Prabu memandang ibunya, matanya tetap tenang meski ada sedikit raut kelelahan di sana.
“Zevana hanya menemani, enggak ada yang perlu mami cemaskan.”
“Tidak ada yang perlu dicemaskan?” Diana mengulang kata-kata itu seperti meniru nada suara Prabu. “Prabu, aku sudah hidup lebih lama dari semua perempuan di rumah ini. Aku tahu jenis perempuan berbahaya bukan hanya dari caranya berbicara, tapi justru dari caranya diam.”
Dia mengangkat cangkir tehnya, menyesap sedikit, lalu meletakkannya kembali, “dan gadis itu, diamnya hanyalah cara paling aman untuk dianggap polos.”
Prabu tidak langsung menjawab, dia tahu ibunya. Dia tahu bahwa setiap kata yang keluar dari bibirnya selalu terukur dan terselubung makna.

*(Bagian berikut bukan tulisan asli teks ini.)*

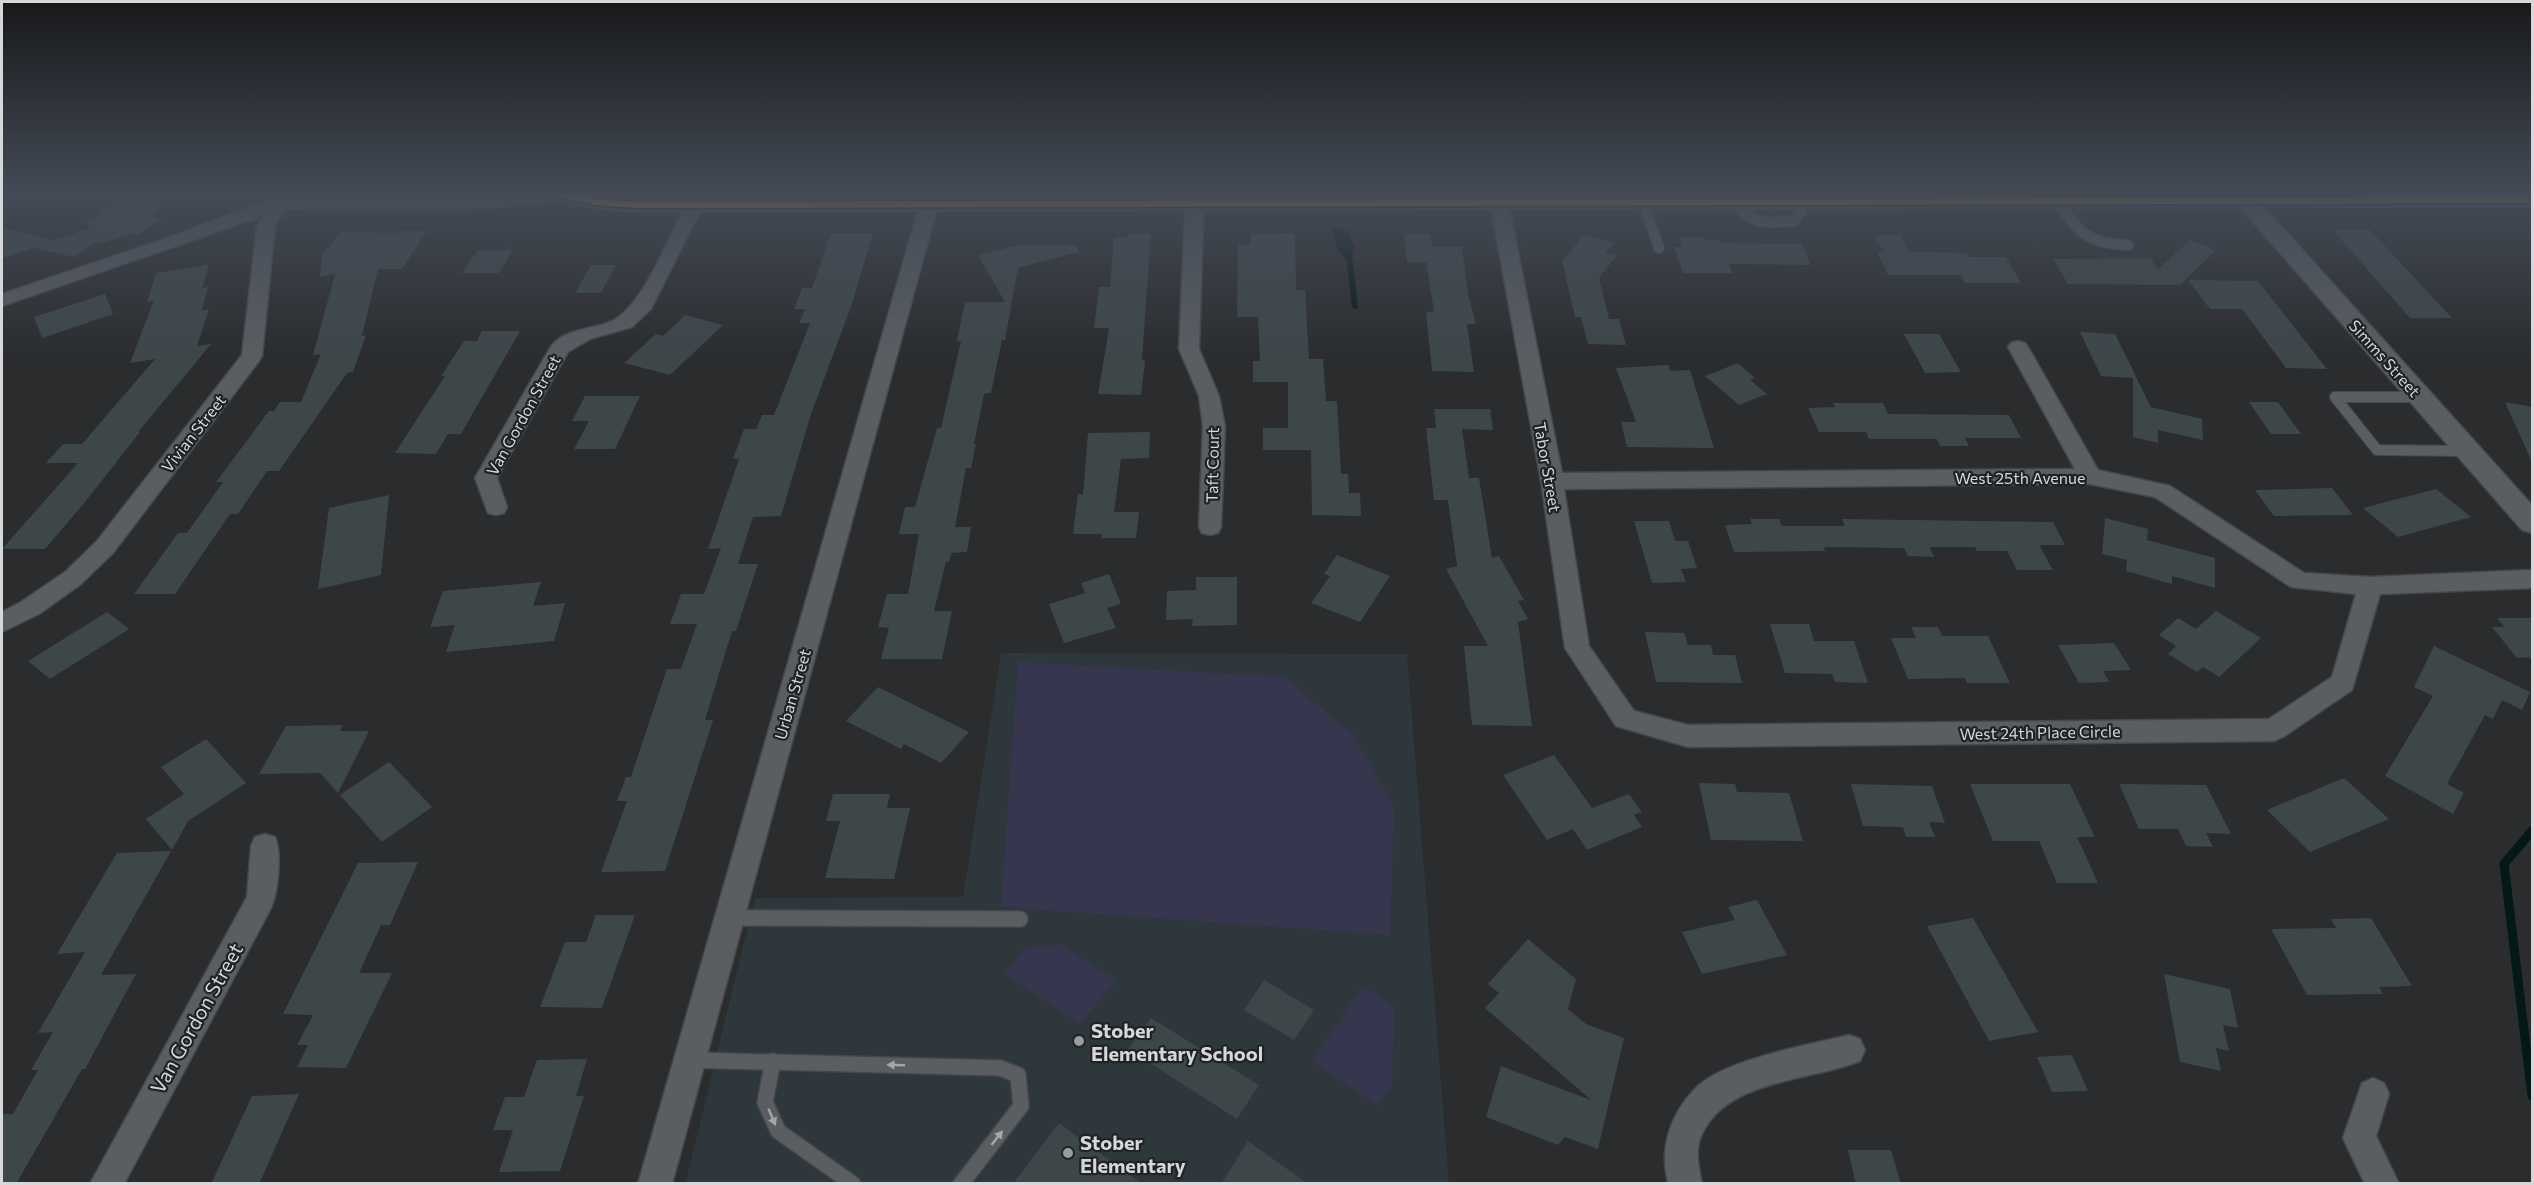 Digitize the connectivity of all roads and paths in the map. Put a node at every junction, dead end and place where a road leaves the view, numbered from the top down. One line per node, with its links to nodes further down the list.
1 (158, 247): 8 (street)
2 (264, 247): 19 (street, Vivian Street)
3 (673, 247): 14 (street, Van Gordon Street)
4 (917, 247): 22 (street, Urban Street)
5 (1193, 247): 16 (street, Taft Court)
6 (1507, 247): 13 (street, Tabor Street)
7 (2287, 247): 10 (street, Simms Street)
8 (2, 300)
9 (2018, 347): 12 (street)
10 (2420, 397): 11 (street, Simms Street); 11 (lane)
11 (2469, 452): 15 (street, Simms Street)
12 (2090, 476): 13 (street, West 25th Avenue); 18 (street, West 25th Avenue)
13 (1551, 482): 20 (street, Tabor Street)
14 (496, 507)
15 (2532, 523)
16 (1210, 527)
17 (2532, 579): 18 (street, West 25th Avenue)
18 (2370, 585): 20 (street, West 24th Place Circle)
19 (2, 623)
20 (1624, 719)
21 (265, 846): 28 (street, Van Gordon Street)
22 (729, 918): 23 (lane); 25 (street, Urban Street)
23 (1020, 919)
24 (1849, 1050): 32 (street)
25 (690, 1060): 26 (lane); 29 (street, Urban Street)
26 (774, 1061): 30 (lane, one-way to 30); 31 (lane, one-way to 26)
27 (2373, 1094): 33 (street)
28 (106, 1184)
29 (655, 1184)
30 (853, 1184)
31 (961, 1184)
32 (1685, 1184)
33 (2383, 1184)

“Mami,” panggilnya pelan, “Zevana tidak punya niat buruk. Aku hanya mencoba membantunya.”
“Tidak punya niat buruk? Kamu terlalu lembut Prabu. Kamu tahu banyak pria kehilangan wanitanya karena hatinya terlalu lembut. Mereka gemar mencari sosok lain yang jauh lebih membuat mereka tertantang untuk memiliki. Kamu tahu itu?”

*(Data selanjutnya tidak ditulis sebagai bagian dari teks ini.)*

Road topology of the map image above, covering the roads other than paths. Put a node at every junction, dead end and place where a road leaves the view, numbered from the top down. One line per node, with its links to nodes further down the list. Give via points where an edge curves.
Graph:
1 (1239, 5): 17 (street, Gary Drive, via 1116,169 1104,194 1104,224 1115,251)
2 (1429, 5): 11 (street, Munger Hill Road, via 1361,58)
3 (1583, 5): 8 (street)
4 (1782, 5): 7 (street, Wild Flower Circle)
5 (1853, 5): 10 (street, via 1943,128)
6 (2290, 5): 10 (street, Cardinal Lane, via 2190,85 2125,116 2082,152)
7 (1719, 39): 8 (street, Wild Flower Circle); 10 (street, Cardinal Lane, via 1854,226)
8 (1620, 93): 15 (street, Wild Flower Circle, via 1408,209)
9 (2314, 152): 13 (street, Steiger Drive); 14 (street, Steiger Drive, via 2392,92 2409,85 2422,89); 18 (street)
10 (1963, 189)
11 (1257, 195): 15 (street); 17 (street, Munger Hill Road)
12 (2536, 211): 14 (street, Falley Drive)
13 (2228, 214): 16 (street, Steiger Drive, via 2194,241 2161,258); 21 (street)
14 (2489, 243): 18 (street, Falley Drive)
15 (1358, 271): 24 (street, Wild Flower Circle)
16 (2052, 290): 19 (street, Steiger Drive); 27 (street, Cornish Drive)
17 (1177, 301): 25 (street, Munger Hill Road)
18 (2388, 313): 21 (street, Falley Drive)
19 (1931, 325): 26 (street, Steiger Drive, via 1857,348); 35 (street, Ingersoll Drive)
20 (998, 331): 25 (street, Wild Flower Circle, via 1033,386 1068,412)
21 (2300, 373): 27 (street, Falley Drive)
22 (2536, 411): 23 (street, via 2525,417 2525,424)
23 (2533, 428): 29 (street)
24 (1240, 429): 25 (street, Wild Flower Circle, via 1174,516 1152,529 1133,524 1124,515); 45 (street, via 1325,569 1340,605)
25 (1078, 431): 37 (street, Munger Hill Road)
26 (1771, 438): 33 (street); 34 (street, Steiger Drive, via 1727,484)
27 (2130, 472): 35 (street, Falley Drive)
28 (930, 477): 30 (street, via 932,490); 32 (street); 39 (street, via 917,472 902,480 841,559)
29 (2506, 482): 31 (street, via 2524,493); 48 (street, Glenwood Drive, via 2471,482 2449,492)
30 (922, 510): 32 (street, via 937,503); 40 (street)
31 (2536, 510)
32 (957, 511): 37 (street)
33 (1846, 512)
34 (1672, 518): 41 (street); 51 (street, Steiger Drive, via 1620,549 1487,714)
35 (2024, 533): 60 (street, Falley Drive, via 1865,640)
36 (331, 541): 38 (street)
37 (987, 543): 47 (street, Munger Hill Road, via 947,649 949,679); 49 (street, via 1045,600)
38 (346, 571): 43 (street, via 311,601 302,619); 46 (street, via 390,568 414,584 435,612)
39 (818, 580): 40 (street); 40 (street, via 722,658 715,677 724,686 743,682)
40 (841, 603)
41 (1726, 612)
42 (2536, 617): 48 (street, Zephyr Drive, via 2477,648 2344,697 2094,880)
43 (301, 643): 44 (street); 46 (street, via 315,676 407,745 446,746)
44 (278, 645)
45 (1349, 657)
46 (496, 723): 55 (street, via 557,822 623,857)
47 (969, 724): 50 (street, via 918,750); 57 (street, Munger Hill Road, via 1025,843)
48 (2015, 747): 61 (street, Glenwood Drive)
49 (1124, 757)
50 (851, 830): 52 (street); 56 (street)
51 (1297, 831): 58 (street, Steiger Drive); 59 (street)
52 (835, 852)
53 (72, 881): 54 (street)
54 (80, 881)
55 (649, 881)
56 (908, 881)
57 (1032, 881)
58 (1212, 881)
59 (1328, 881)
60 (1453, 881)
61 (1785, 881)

Prabu memalingkan pandangan, menatap perapian yang sudah lama tidak dinyalakan, “Zevana tidak seperti itu,” ucapnya pelan.
“Tidak seperti itu?” Diana mengulang lagi, suaranya terdengar lembut, namun matanya tampak menyala, “dia datang dari mana Prabu? Dari ladang sawit? Dengan tangan yang bahkan belum tahu cara memegang sendok perak dengan benar. Sekarang dia tidur di kamar lantai atas, makan di meja keluarga dan dipanggil ibu atau nyonya oleh semua orang di rumah ini.”
Diana mencondongkan tubuh ke depan, nadanya masih tenang, namun mengandung tekanan yang tak terlihat, “dan kamu menganggap itu bukan masalah?”
Prabu tetap diam. Dalam diamnya, Diana merasa menang. Atau setidaknya dia mengira begitu.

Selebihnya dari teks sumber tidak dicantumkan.